That bred-in-the-bone resentment fueled the Nixons’ rise—as well as his eventual fall. “If your anger is deep enough,” Nixon once told a friend, “and strong enough, you learn that you can change those attitudes by excellence, personal gut performance, while those who have everything are sitting on their fat butts.” This bitter summation reveals a man whose success did not diminish his anger or his suspicion. “I can’t
let my hair down with anyone,” he once confessed to the journalist Stewart Alsop, “not even with my family.” Maintaining the facade was exhausting work, so Nixon’s favorite companion was himself.

Pat was exceptionally independent for a woman of her generation. She colored her hair and wore bright red nail polish. But like her mother-in-law, Hannah Nixon, she was accustomed to hard work and keeping her own counsel. She had been the family’s mainstay, keeping house and looking after her two brothers. “I am never tired,” she once declared. Her father, like Nixon’s, was a temperamental Irishman, so Pat learned to placate and look the other way.

Dick’s courtship of Pat was as misleading about who he was as were his future political campaigns. “Dearest Heart,” he wrote her, “I want to work with you toward the destiny you are bound to fulfill. As I have told you many times, living together will make us both grow—and by reason of it we shall realize our dreams.” But even in courtship, he revealed his view that life was about struggle and called for a defiant attitude. Happiness was not a quality Nixon valued. When, much later, television journalist Diane Sawyer asked him if he was happy, Nixon cut her off, dismissing the question as both “stupid and trivial.” “It is our job to go forth together and accomplish great ends and we shall do it too,” he wrote Pat. And then, in a seemingly preemptive apology for all he would put her through, he added, “Whatever happens I shall always be with you—loving you more every hour and attempting to let you feel that love in your heart and life.” Whatever passion, spontaneity and imagination he was capable of, Pat had stirred in him. For a brief period, she was the focus of all his drive and ambition. Never again did Nixon display affection so freely, except perhaps toward his daughters. His obsession with political success soon shut out anything else in his life.

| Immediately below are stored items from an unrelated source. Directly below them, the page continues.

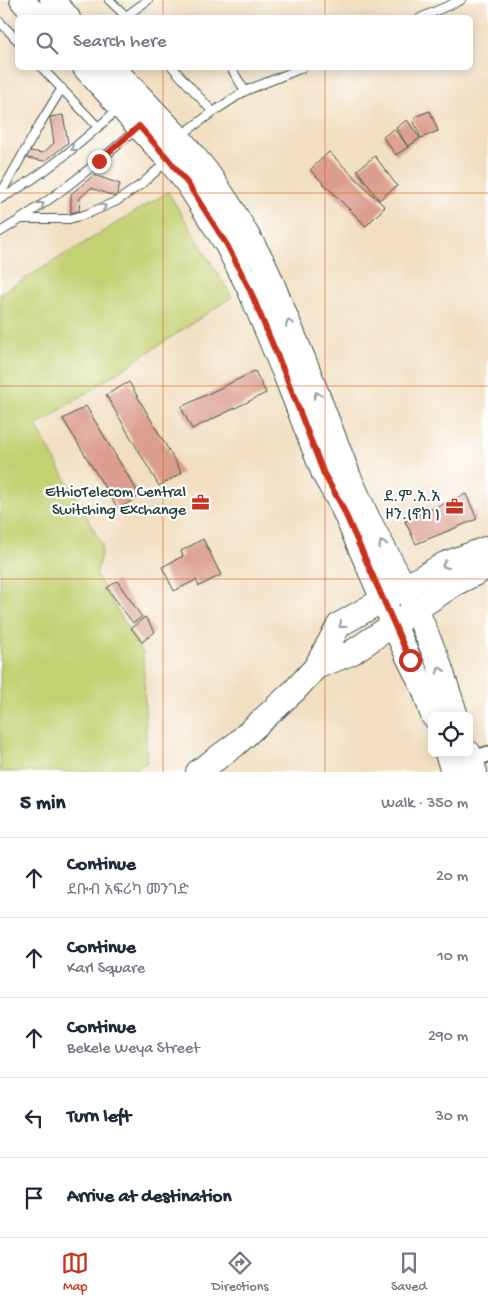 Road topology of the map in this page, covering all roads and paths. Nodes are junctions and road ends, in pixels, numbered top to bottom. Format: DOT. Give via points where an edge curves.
graph roads {
  1 [pos="22,0"];
  2 [pos="52,0"];
  3 [pos="109,0"];
  4 [pos="148,0"];
  5 [pos="461,0"];
  6 [pos="35,15"];
  7 [pos="65,15"];
  8 [pos="125,15"];
  9 [pos="129,15"];
  10 [pos="427,15"];
  11 [pos="0,22"];
  12 [pos="15,38"];
  13 [pos="44,70"];
  14 [pos="88,70"];
  15 [pos="114,70"];
  16 [pos="175,70"];
  17 [pos="232,70"];
  18 [pos="297,70"];
  19 [pos="62,88"];
  20 [pos="245,91"];
  21 [pos="128,99"];
  22 [pos="213,112"];
  23 [pos="139,126"];
  24 [pos="98,127"];
  25 [pos="178,137"];
  26 [pos="169,160"];
  27 [pos="0,195"];
  28 [pos="0,199"];
  29 [pos="22,219"];
  30 [pos="0,232"];
  31 [pos="488,548"];
  32 [pos="488,567"];
  33 [pos="404,587"];
  34 [pos="383,599"];
  35 [pos="416,609"];
  36 [pos="394,624"];
  37 [pos="316,667"];
  38 [pos="433,712"];
  39 [pos="455,712"];
  40 [pos="198,772"];
  1 -- 6 [label="main road"];
  2 -- 7 [label="main road"];
  3 -- 8 [label="lane"];
  4 -- 9 [label="lane"];
  5 -- 10 [label="lane"];
  11 -- 12 [label="lane"];
  13 -- 19 [label="lane"];
  14 -- 21 [label="main road"];
  15 -- 21 [label="main road"];
  16 -- 22 [label="lane"];
  17 -- 20 [label="lane"];
  18 -- 20 [label="lane"];
  19 -- 24 [label="lane"];
  19 -- 27 [label="lane"];
  20 -- 22 [label="lane"];
  21 -- 23 [label="main road"];
  21 -- 24 [label="lane"];
  21 -- 25 [label="main road"];
  22 -- 25 [label="lane"];
  23 -- 26 [label="main road"];
  29 -- 23 [label="lane, one-way" via="99,161"];
  24 -- 28 [label="lane, one-way" via="51,167"];
  33 -- 25 [label="main road, one-way" via="349,477 264,264 207,172"];
  29 -- 26 [label="lane, one-way" via="69,219 87,214 117,201"];
  26 -- 34 [label="main road" via="227,245 249,288 324,474 341,504"];
  29 -- 30 [label="lane"];
  31 -- 33 [label="main road, one-way" via="446,564"];
  32 -- 35 [label="main road"];
  33 -- 34 [label="main road"];
  33 -- 35 [label="main road"];
  34 -- 36 [label="main road"];
  34 -- 37 [label="main road, one-way" via="339,625"];
  35 -- 36 [label="main road"];
  39 -- 35 [label="main road, one-way"];
  36 -- 37 [label="main road" via="351,653"];
  36 -- 38 [label="main road"];
  37 -- 40 [label="main road" via="235,744"];
} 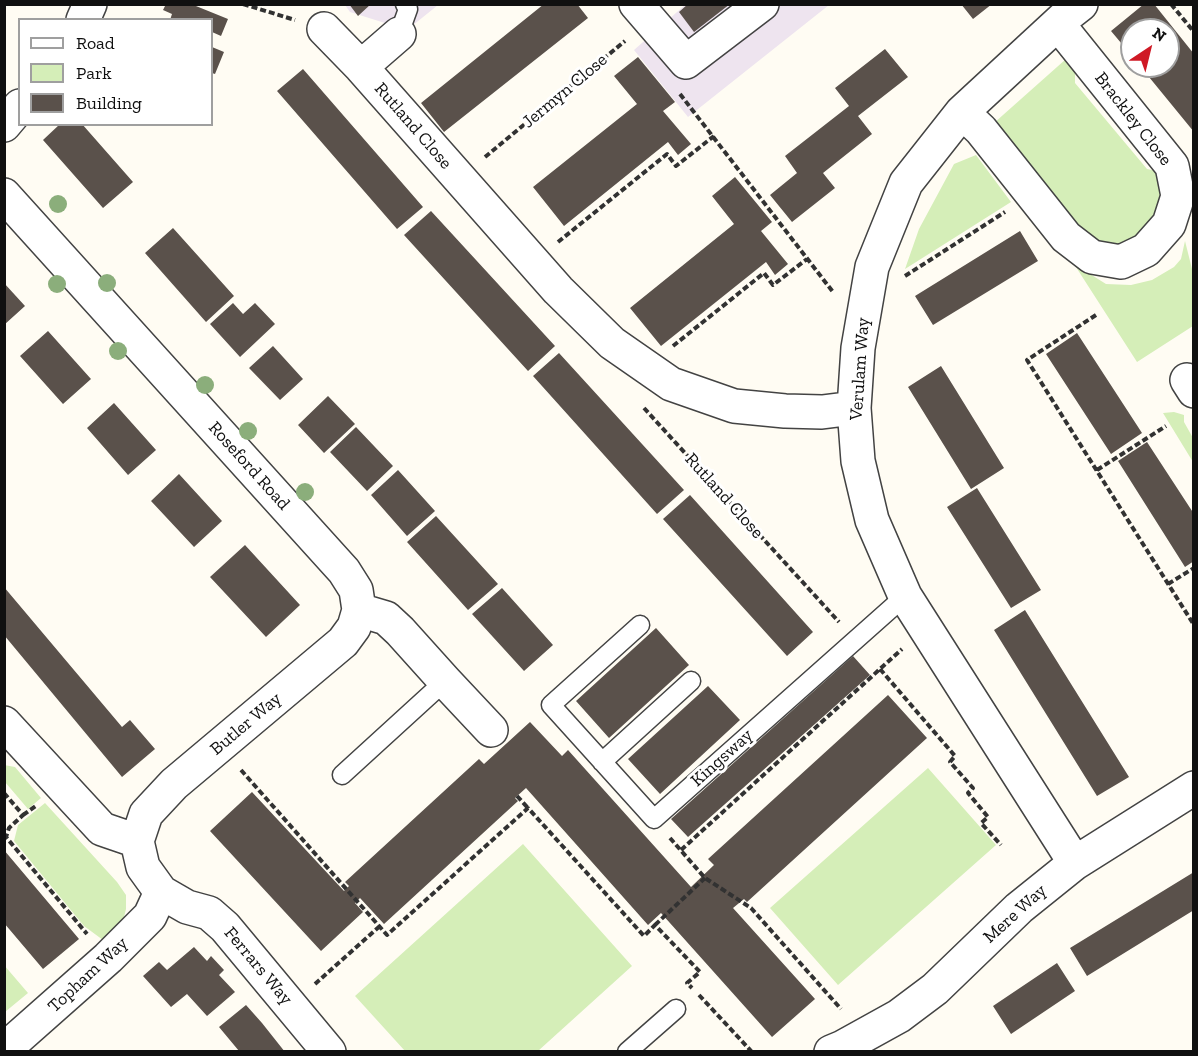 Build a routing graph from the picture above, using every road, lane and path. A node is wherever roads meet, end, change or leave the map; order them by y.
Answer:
1 (90, 4) edge
2 (243, 4) edge
3 (762, 4) edge
4 (1171, 4) edge
5 (1066, 12) edge
6 (643, 13) edge
7 (84, 18) edge
8 (402, 19) edge
9 (324, 29) joint
10 (1194, 32) edge
11 (361, 67) junction
12 (678, 92) dead end
13 (18, 108) edge
14 (962, 112) junction
15 (4, 124) edge
16 (714, 136) junction
17 (480, 161) dead end
18 (4, 195) edge
19 (1011, 208) dead end
20 (558, 242) dead end
21 (807, 259) junction
22 (897, 281) dead end
23 (834, 293) dead end
24 (1096, 315) dead end
25 (670, 348) dead end
26 (642, 406) dead end
27 (854, 408) junction
28 (1166, 426) dead end
29 (1097, 470) junction
30 (1194, 568) edge
31 (1168, 584) junction
32 (905, 596) junction
33 (359, 610) junction
34 (640, 625) dead end
35 (1194, 625) edge
36 (855, 640) junction
37 (905, 647) dead end
38 (880, 669) junction
39 (445, 681) junction
40 (691, 681) dead end
41 (5, 725) edge
42 (491, 730) dead end
43 (219, 746) junction
44 (602, 762) junction
45 (342, 774) dead end
46 (1194, 788) edge
47 (4, 793) edge
48 (517, 796) dead end
49 (528, 808) junction
50 (654, 819) junction
51 (137, 841) junction
52 (1001, 845) dead end
53 (681, 850) junction
54 (1075, 863) junction
55 (705, 878) junction
56 (161, 892) junction
57 (655, 925) junction
58 (380, 926) junction
59 (108, 958) junction
60 (290, 1005) junction
61 (676, 1009) dead end
62 (841, 1009) dead end
63 (4, 1050) edge
64 (840, 1050) edge
65 (329, 1052) edge
66 (627, 1052) edge
67 (752, 1052) edge

1 - 7 street
2 - 9 path
3 - 6 street
4 - 10 path
5 - 14 street, Verulam Way
5 - 14 street, Brackley Close
6 - 17 path, Jermyn Close
8 - 11 street, Rutland Close
9 - 11 street, Rutland Close
11 - 27 street, Rutland Close
12 - 16 path
13 - 15 street
14 - 27 street, Verulam Way
16 - 20 path
16 - 21 path
18 - 33 street, Roseford Road
19 - 22 path
21 - 23 path
21 - 25 path
24 - 29 path
26 - 36 path, Rutland Close
27 - 32 street, Verulam Way
28 - 29 path
29 - 31 path
30 - 31 path
31 - 35 path
32 - 36 lane, Kingsway
32 - 54 street, Verulam Way
33 - 39 street
33 - 43 street, Butler Way
34 - 44 lane
36 - 50 lane, Kingsway
37 - 38 path
38 - 52 path
38 - 53 path
39 - 42 street
39 - 45 lane
40 - 44 lane
41 - 51 street
43 - 51 street, Butler Way
43 - 58 path
44 - 50 lane
46 - 54 street, Mere Way
47 - 59 path
48 - 49 path
49 - 57 path
49 - 58 path
50 - 53 path
51 - 56 street, Ferrars Way
53 - 55 path
54 - 64 street, Mere Way
55 - 57 path
55 - 62 path
56 - 59 street, Topham Way
56 - 60 street, Ferrars Way
57 - 67 path
58 - 60 path
59 - 63 street, Topham Way
60 - 65 street, Ferrars Way
61 - 66 lane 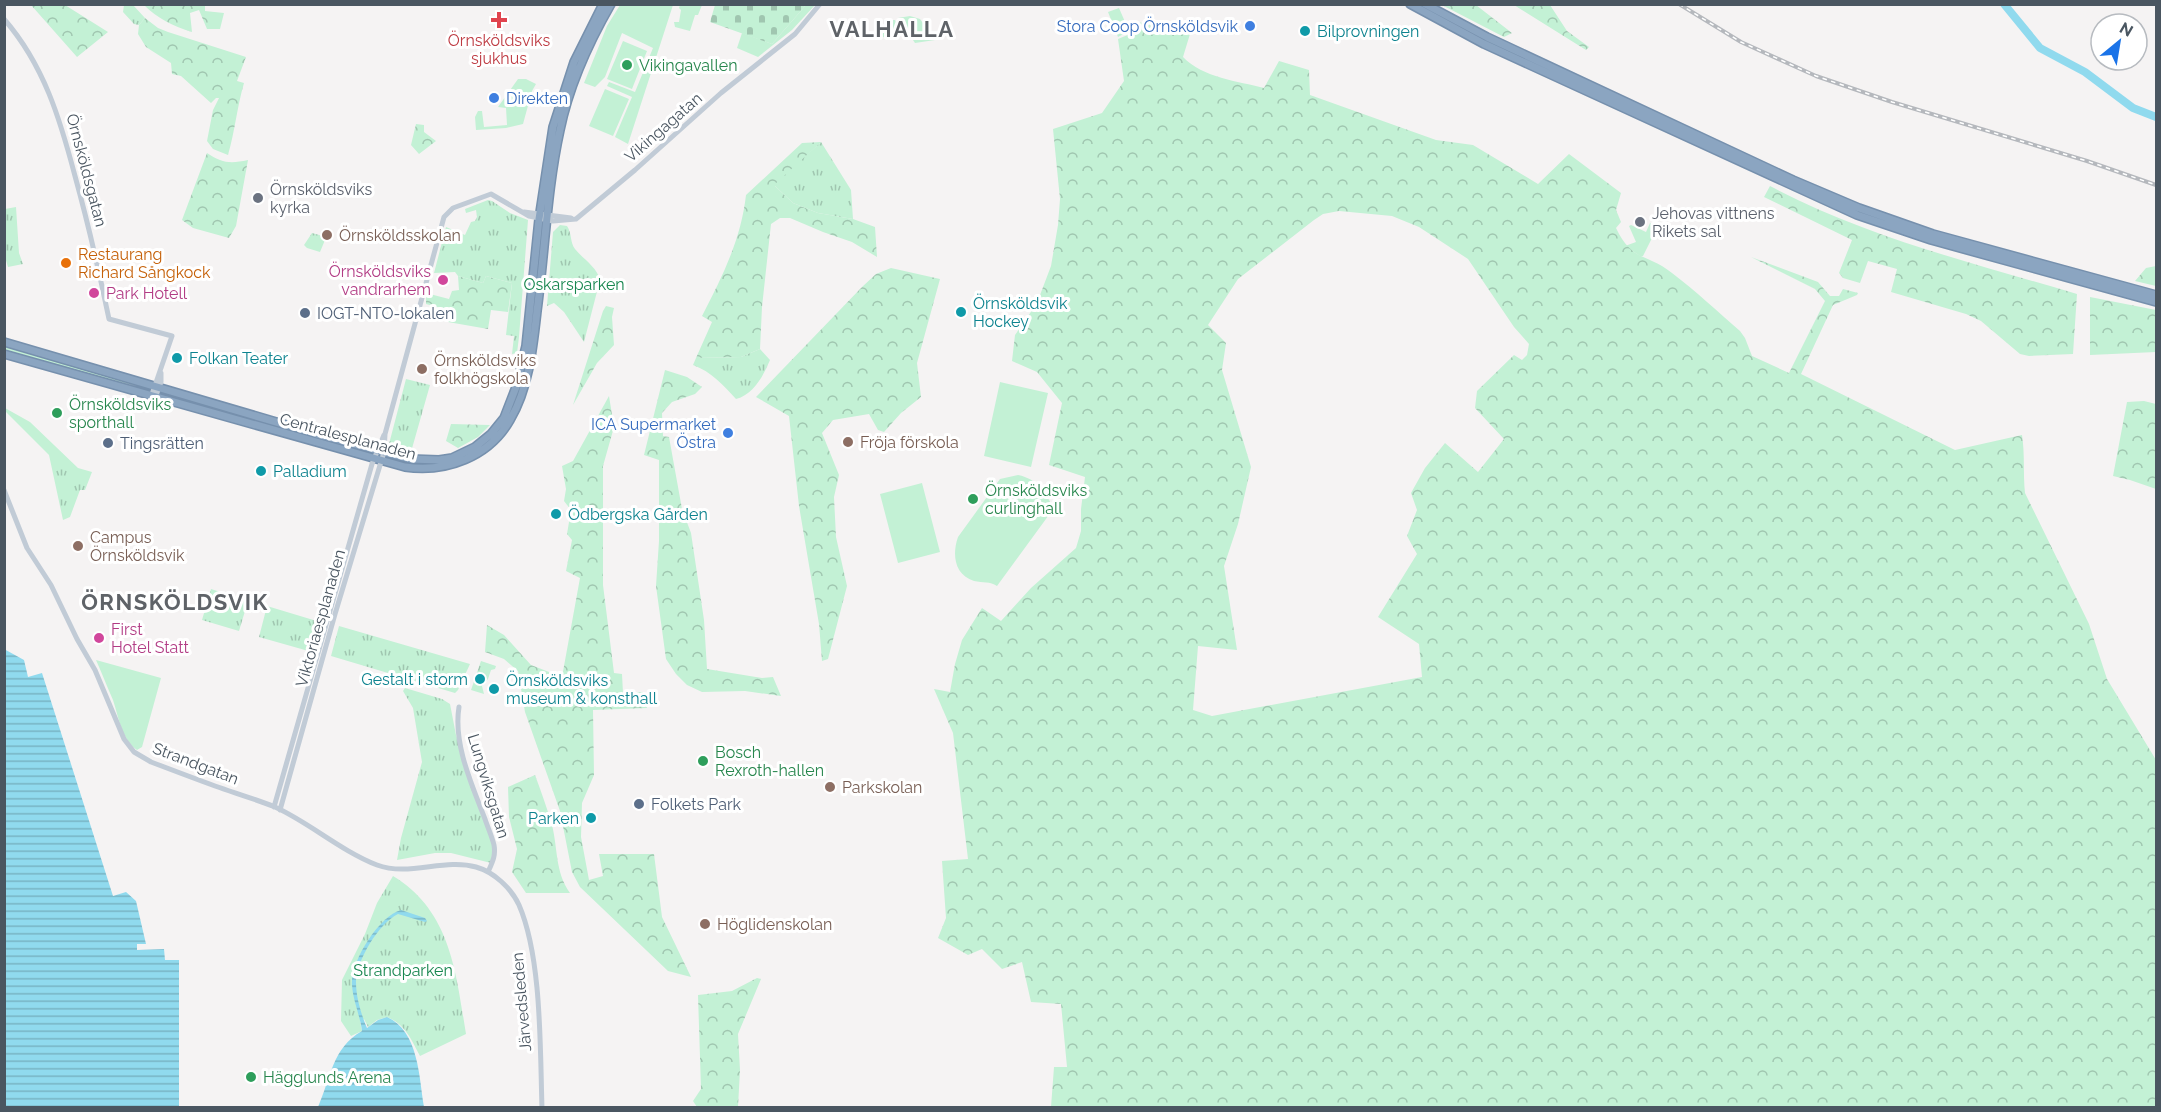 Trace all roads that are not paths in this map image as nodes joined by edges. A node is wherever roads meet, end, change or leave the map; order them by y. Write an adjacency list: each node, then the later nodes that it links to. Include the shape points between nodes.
1 (603, 4): 7 (highway, via 567,81)
2 (611, 4): 7 (highway, via 577,74)
3 (820, 4): 9 (main road, Vikingagatan, via 795,34 576,219)
4 (1410, 4): 12 (highway, via 1484,44 1857,215 1959,248)
5 (1425, 4): 11 (highway, via 1497,42 1859,208 1933,234)
6 (4, 19): 15 (main road, Örnsköldsgatan, via 43,76 56,109 108,319 172,336)
7 (553, 148): 8 (highway, Centralesplanaden); 9 (highway, Centralesplanaden)
8 (540, 216): 9 (main road, Vikingagatan); 10 (main road, Vikingagatan, via 522,212 491,194 453,208); 17 (highway, Centralesplanaden, via 526,346 504,418 475,447 452,458 422,460)
9 (548, 217): 18 (highway, Centralesplanaden, via 531,357 519,400 504,430 479,453 454,465 417,469)
10 (441, 225): 17 (main road, Viktoriaesplanaden)
11 (2157, 295)
12 (2157, 302)
13 (4, 342): 15 (highway, Centralesplanaden)
14 (4, 354): 16 (highway, Centralesplanaden)
15 (157, 387): 16 (main road); 17 (highway, Centralesplanaden)
16 (153, 398): 18 (highway, Centralesplanaden)
17 (381, 451): 18 (main road, Viktoriaesplanaden)
18 (377, 460): 21 (main road, Viktoriaesplanaden); 22 (main road, Viktoriaesplanaden)
19 (4, 489): 21 (main road, Strandgatan, via 27,548 95,670 128,746 151,762)
20 (459, 707): 23 (main road, Lungviksgatan, via 457,721 471,783 494,846)
21 (274, 807): 22 (main road, Strandgatan)
22 (280, 810): 23 (main road, Strandgatan, via 379,866 407,869 458,864)
23 (488, 872): 24 (main road, Järvedsleden, via 509,890 525,921 535,976)
24 (542, 1107)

Nixon married an ambitious woman who saw him as “going places.” He promised horizons rare for Pat’s generation. What he did not make clear was how he was going to get there. “There was no talk of politics or anything of that type,” Pat said later, “I didn’t even think in terms of that. He was doing well as a lawyer. He was well liked by everybody. He was always president of some group … so I knew that he would be successful in whatever he undertook.” She aspired to the good life as the wife of an upwardly mobile California lawyer. A product of her time and
place, Pat felt that a wife’s duty was to help fulfill her husband’s ambitions. But at the outset it was a marriage of equals, with the emotional advantage tilted in her favor. Nixon had been the cloying supplicant. With both of them fearful of emotions, communication between them stayed on the surface. Subjects more complex than those of everyday life were left unspoken. Thus began a lifetime of indirection and dismal mis-communication. Pat read in his intensity a zeal to make the world better. For, after all, Dick worshipped his remote mother, who retreated to her closet to pray and who dreamed her son would achieve great things. (Pat did not much like her crude, contentious father-in-law and discounted the father’s influence on the son.)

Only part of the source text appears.